= Johann Nepomuk Gobert d'Aspremont-Lynden =

Austrian nobleman (1732–1805)

Johann Nepomuk Gobert d'Aspremont-Lynden (23 August 1732 — 16 April 1805, Vienna) was an Austrian nobleman from the House of Aspremont-Lynden and the Count of Reckheim. The Aspremont Summer Palace in Bratislava is named after him.

== Family ==
Johann Nepomuk Gobert d'Aspremont-Lynden was the son of Karl Gobert d'Aspremont-Lynden and Marie Eleonore Kokorzowecz von Kokorzowa. Both his parents died when he was a teenager.
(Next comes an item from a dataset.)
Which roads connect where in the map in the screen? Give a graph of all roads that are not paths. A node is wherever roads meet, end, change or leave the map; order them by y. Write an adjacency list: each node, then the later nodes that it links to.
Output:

On his father's side, he was also related to the Houses of Rákóczi and Báthory.

On 1 December 1756 Johann Nepomuk Gobert d'Aspremont-Lynden married Maria Elisabeth Franziska von Wolkenstein-Trostburg Countess of Wolkenstein-Trostburg. Their son, Johann Nepomuk Gobert d'Aspremont-Lynden, was born on 22 September 1757. The son had a single daughter who married into the Erdődy noble family.
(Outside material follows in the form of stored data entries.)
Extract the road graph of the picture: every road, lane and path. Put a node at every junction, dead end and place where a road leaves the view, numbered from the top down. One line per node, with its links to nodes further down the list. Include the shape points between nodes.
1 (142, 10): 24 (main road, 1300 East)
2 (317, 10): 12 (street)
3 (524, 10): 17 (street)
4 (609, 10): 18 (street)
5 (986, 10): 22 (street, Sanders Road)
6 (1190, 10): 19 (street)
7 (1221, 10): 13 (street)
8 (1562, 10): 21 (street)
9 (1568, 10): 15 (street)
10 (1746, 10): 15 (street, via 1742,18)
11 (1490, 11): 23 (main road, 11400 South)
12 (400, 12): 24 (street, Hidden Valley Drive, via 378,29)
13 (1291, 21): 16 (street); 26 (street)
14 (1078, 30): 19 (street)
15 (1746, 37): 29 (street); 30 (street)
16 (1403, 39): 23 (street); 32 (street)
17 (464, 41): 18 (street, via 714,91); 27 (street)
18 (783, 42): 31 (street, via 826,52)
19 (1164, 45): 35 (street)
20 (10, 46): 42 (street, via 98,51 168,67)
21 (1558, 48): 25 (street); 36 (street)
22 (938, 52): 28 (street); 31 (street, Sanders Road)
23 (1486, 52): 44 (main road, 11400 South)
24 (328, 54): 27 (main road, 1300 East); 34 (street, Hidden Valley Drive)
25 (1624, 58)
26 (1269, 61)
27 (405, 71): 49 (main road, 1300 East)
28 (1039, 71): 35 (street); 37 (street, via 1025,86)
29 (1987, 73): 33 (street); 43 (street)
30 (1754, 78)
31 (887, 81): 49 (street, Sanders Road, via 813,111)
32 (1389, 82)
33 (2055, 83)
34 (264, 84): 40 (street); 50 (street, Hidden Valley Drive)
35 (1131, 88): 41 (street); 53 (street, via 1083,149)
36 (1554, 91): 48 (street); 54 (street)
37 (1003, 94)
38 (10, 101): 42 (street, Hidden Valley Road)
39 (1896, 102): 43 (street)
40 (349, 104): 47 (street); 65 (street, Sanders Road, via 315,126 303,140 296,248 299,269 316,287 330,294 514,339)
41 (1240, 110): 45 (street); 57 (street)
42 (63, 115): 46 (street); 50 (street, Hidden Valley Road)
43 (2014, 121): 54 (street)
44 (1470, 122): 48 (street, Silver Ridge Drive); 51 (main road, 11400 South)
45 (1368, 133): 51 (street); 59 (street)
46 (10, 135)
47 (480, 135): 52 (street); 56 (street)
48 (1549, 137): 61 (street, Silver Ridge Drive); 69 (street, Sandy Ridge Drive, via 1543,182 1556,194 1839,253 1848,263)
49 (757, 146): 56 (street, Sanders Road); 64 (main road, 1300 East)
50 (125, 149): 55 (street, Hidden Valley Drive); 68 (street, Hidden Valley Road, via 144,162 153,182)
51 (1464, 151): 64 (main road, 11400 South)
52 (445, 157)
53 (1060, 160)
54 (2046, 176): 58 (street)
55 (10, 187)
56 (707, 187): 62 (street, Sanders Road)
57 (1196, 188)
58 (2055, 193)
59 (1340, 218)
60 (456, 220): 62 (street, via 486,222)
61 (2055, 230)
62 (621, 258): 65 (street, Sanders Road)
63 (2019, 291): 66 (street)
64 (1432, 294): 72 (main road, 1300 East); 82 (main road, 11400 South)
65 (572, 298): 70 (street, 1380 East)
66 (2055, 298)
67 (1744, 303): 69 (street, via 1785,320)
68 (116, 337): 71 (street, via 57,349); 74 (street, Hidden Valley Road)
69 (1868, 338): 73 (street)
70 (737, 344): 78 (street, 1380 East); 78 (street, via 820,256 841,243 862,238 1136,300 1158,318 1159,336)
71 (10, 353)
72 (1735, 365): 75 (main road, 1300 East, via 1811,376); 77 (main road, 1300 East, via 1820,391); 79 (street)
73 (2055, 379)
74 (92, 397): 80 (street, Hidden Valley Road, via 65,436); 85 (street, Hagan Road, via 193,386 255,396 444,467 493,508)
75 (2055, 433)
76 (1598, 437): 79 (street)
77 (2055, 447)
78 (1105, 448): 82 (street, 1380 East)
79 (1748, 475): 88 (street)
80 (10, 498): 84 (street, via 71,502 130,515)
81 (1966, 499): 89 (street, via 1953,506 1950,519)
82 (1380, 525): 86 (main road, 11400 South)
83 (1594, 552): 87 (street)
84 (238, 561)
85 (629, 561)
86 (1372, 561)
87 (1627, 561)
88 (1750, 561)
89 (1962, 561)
His older sister was Maria Anna Elisabeth d'Aspremont-Lynden and she had previously also married a member of the House of Wolkenstein-Trostburg (Paris Ignaz).

Johann Nepomuk Gobert d'Aspremont-Lynden died on 16 April 1805 in Vienna. His wife had died 12 years prior on 5 January 1793.

== Legacy ==
Johann Nepomuk Gobert d'Aspremont-Lynden is nowadays best known for giving his name to the Aspremont Summer Palace in Bratislava, Slovakia. He bought the land in 1769 and in 1770 ordered the construction of the palace and a garden (today Medical Garden) based on designs by the architect Johann Joseph Thaler. The palace was built in a Baroque classicist style and it is one of the few remaining palaces in the immediate vicinity of Old Town, Bratislava.

It is unclear what exactly motivated Gobert d'Aspremont-Lynden to purchase the plot in Pressburg and build a palace there. At the time, he lived with his family between Vienna and his estate in Lednické Rovne. Although closer to Vienna, Pressburg (Bratislava) is situated between those two locations.

The ownership of the palace changed hands several times in the late 19th century before it was transferred to the Faculty of Medicine of the Comenius University. The palace has always housed the offices of the Faculty's dean. Despite carrying different names over its lifetime — after other owners such as the Esterházy family — the palace is nowadays most commonly referred to as the Aspremont Summer Palace.